My characters take over the story…

My characters take over the story, so that I have to run behind them with my pen to chronicle what they do. Then I can try to write the more interesting things down.

For example, in La Suite Danse Macabre, Danny saw his psychiatriast who talked about giving himself permission to have fun dressing up, even as a girl, for Halloween. So, he called up Vanessa and asked her to get him a costume, "the girlier, the better." I had planned for Erica to talk, or even to trap, him into crossdressing, but Danny's proactive choice to do so grew out of the dialogue with his psychiatrist. That completely changed what would have happened in Chapter IV. I had intended for Chapter IV to complete the story, but it now requires at least one, maybe two more chapters to resolve.

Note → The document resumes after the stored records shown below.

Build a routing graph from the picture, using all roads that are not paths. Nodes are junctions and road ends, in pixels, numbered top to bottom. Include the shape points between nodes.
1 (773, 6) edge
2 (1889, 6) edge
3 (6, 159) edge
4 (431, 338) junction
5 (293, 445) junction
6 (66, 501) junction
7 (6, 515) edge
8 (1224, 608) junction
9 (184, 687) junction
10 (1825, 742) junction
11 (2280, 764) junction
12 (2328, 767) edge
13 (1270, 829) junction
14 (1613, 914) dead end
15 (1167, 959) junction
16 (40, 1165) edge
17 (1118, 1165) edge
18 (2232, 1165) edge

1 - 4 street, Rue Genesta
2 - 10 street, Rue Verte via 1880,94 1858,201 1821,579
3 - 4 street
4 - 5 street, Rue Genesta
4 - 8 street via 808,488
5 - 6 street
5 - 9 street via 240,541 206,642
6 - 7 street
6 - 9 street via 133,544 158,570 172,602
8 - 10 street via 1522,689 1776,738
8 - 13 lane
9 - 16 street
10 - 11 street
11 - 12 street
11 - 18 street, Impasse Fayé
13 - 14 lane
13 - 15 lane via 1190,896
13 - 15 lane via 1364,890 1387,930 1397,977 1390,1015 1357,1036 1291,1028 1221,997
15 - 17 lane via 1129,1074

In contrast, in To See Through a Glass Darkly, the storyline has followed very closely its original plan, although it's unfolding more slowly than I had intended due to the natural behavior of the various characters, especially Sasha's. There have been a few slight deviations from the original idea but only one important one, so far, although I did set up another potential significant change in Chapter 13. But I may not use it unless it advances the story somehow. It only advances the story if it helps move the plot along more quickly, or if it would bring out an important trait of a character. So this story will most likely continue to unfold along its intended path.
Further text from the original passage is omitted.